Questões sobre o período ditatorial militar brasileiro também desagradaram a comissão, que excluiu seis perguntas relacionadas ao tema.

Uma das questões censuradas citava o poema “Maio 1964”, escrito por Ferreira Gullar, que fala sobre a violência e as prisões políticas ocorridas nas semanas seguintes ao golpe. “Mas quantos amigos presos! / quantos em cárceres escuros / onde a tarde fede a urina e terror”, diz uma das estrofes. No gabarito desse item constava apenas que a poesia tratava do “contexto em que o Brasil se encontrava após o golpe militar”. A comissão de censura do Inep, ainda assim, decidiu excluir a questão do exame, com a justificativa de que havia “Descontextualização histórica do texto”.

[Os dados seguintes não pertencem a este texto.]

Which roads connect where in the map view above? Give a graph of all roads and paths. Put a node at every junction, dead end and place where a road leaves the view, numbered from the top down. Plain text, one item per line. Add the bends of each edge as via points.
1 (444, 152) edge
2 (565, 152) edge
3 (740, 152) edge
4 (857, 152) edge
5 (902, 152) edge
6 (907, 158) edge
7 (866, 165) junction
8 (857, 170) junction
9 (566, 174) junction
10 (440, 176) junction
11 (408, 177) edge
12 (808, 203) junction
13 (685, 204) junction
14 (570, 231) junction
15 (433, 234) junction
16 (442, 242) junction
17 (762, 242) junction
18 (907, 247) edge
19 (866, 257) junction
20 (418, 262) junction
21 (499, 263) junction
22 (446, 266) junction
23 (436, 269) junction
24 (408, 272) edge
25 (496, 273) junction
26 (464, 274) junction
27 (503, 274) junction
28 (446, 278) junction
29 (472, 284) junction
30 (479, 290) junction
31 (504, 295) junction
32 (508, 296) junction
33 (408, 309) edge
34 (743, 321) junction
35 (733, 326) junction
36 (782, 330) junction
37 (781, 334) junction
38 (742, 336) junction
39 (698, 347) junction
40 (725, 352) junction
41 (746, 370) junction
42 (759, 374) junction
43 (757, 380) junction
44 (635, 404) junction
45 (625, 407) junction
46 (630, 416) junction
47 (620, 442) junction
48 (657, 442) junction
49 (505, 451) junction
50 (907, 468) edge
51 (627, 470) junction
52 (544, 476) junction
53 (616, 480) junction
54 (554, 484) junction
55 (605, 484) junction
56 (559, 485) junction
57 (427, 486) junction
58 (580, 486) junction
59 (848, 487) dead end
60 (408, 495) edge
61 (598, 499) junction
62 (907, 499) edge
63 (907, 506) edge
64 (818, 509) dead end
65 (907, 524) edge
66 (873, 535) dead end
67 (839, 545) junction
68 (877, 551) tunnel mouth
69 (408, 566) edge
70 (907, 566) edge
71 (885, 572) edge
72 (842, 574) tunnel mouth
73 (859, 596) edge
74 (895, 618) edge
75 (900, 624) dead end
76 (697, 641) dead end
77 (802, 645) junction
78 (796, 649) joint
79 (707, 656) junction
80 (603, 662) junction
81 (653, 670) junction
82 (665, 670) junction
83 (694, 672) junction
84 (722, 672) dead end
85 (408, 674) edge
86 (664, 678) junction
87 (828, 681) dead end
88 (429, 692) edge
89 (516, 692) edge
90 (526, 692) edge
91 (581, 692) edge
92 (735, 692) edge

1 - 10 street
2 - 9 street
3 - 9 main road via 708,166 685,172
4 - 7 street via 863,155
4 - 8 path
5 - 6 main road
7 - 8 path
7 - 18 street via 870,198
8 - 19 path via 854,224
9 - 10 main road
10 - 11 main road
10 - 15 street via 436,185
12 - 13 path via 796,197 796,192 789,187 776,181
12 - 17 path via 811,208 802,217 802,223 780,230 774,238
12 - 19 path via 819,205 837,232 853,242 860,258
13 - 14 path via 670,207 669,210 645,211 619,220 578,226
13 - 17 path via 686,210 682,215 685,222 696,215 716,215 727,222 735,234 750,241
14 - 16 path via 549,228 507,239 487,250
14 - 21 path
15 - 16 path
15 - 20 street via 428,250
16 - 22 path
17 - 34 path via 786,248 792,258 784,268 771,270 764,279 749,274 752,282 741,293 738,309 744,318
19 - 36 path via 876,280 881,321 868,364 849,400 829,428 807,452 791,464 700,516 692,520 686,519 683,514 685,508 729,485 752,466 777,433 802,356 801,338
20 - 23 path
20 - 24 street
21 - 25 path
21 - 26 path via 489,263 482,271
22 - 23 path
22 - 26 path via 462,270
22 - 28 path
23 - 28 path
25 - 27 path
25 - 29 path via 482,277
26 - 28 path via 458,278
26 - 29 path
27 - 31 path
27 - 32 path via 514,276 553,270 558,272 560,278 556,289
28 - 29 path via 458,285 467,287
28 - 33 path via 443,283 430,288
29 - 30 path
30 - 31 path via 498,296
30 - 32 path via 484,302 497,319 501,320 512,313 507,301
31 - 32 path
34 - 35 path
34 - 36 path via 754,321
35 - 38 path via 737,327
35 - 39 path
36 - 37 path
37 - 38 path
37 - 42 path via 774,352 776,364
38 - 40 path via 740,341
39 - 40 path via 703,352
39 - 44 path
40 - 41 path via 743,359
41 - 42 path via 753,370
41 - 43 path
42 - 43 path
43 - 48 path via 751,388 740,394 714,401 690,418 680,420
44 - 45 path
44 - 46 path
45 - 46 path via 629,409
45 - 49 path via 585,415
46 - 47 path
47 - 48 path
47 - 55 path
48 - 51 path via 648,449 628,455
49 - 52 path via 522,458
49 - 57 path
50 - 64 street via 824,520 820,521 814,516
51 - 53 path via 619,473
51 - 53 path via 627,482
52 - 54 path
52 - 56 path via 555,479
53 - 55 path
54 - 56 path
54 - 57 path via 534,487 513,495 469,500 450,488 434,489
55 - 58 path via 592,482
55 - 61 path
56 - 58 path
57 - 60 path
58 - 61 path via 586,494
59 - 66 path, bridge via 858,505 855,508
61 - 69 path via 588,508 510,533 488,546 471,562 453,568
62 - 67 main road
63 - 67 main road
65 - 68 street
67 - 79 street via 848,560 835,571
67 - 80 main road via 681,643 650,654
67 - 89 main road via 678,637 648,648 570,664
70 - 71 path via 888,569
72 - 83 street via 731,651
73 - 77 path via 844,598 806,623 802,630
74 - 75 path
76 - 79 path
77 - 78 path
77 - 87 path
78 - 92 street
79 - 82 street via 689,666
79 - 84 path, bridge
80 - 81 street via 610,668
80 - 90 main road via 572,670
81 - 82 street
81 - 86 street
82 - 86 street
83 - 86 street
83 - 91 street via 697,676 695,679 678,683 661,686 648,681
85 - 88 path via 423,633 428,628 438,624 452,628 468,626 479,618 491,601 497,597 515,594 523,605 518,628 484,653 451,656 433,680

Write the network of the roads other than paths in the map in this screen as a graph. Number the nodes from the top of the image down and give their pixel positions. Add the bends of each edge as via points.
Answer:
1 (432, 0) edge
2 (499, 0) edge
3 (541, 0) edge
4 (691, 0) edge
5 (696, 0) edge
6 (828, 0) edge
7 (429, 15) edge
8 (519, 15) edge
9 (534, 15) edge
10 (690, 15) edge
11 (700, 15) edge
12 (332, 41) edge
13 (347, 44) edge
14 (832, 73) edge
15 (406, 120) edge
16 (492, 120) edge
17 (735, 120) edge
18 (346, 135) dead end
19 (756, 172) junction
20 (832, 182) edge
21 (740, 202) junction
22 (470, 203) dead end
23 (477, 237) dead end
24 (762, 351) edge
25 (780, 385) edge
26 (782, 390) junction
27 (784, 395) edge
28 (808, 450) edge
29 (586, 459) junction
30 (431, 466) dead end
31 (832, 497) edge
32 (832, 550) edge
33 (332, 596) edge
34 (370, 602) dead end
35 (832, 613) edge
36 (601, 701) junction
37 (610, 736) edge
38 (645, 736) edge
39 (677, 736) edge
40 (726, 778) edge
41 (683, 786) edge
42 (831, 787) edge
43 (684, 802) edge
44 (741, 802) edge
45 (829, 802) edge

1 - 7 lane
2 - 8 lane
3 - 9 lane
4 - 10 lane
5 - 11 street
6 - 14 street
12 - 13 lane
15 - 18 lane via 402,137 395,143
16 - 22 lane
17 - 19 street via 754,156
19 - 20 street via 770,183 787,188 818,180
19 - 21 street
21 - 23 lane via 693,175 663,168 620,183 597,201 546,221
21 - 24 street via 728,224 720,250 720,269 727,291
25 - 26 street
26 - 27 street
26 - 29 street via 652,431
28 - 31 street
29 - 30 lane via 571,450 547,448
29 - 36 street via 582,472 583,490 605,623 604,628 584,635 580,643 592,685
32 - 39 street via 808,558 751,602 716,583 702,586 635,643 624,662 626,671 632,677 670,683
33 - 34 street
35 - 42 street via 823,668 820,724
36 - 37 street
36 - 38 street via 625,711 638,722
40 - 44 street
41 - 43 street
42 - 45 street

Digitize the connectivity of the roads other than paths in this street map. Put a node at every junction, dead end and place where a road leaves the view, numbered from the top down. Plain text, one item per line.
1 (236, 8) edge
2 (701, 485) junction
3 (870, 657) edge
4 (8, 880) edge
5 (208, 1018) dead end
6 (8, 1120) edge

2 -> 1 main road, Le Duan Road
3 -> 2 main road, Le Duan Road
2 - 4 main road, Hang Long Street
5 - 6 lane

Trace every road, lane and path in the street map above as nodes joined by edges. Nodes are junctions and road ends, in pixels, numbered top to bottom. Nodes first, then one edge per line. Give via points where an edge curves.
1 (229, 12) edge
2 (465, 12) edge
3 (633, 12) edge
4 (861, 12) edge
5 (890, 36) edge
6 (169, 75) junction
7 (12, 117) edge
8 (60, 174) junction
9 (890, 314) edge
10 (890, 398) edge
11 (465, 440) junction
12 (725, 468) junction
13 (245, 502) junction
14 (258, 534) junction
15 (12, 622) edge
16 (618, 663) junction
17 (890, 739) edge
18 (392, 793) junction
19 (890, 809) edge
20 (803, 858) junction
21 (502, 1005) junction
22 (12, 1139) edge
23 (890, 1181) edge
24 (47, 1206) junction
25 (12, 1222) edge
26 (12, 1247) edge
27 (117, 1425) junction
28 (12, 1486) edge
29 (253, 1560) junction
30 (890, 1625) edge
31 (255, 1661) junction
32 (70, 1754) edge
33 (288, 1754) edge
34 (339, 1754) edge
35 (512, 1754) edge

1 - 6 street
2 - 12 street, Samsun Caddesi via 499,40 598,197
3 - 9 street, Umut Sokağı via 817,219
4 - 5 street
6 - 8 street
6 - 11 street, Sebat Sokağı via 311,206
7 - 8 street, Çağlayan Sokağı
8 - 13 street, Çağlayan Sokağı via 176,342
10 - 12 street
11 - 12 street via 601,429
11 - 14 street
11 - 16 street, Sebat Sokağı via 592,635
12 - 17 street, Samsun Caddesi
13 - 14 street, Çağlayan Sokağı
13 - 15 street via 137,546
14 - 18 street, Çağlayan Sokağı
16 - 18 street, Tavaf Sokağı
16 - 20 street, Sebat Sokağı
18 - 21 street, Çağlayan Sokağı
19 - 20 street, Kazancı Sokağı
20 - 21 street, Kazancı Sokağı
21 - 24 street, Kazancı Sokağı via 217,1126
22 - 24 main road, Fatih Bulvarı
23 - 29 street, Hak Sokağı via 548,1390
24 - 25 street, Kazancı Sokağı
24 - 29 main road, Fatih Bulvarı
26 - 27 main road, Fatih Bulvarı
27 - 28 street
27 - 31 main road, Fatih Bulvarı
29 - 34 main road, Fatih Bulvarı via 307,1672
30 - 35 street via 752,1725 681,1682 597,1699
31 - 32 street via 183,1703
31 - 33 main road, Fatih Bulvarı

A suposta “descontextualização histórica” também foi usada pelos censores para excluir uma pergunta que se baseava em um poema de Paulo Leminski e tratava da ditadura. Uma outra questão, que citava uma letra de música escrita por Chico Buarque (não se sabe qual), foi censurada com a seguinte explicação: “Leitura direcionada da história / Sugere-se substituir ditadura por regime militar”. Os servidores pediram que a exclusão fosse revista.

Em alguns casos, provavelmente sabendo que não poderiam comprar todas as brigas, os servidores responsáveis pelo Enem aceitaram os argumentos dos censores. Consentiram, por exemplo, com a exclusão de uma questão sobre a prática de tortura pelos militares, sobre a qual comentaram: “Um instrumento que apresente itens que se refiram apenas a um lado da história se mostraria inadequado e polêmico”.

Os servidores concordaram com a exclusão de 28 itens, mas pediram que 38 das 66 questões fossem reabilitadas ou reconsideradas. Como as perguntas não foram deletadas do Banco Nacional de Itens – apenas não foram utilizadas na prova daquele ano -, nenhuma das questões foi divulgada. Elas precisam permanecer em sigilo porque, no futuro, poderão aparecer no Enem.

A censura registrada no Enem 2019, especialmente nas provas de ciências humanas, condiz perfeitamente com o pensamento de Bolsonaro e até mesmo com suas promessas de campanha, mas chama atenção a exclusão de uma questão de ciências da natureza, que versava sobre o canibalismo entre animais. “Induz o jovem a comportamento antissocial”, justificou a comissão de censura do Inep. Aparentemente, os censores estavam mesmo preocupados com a juventude.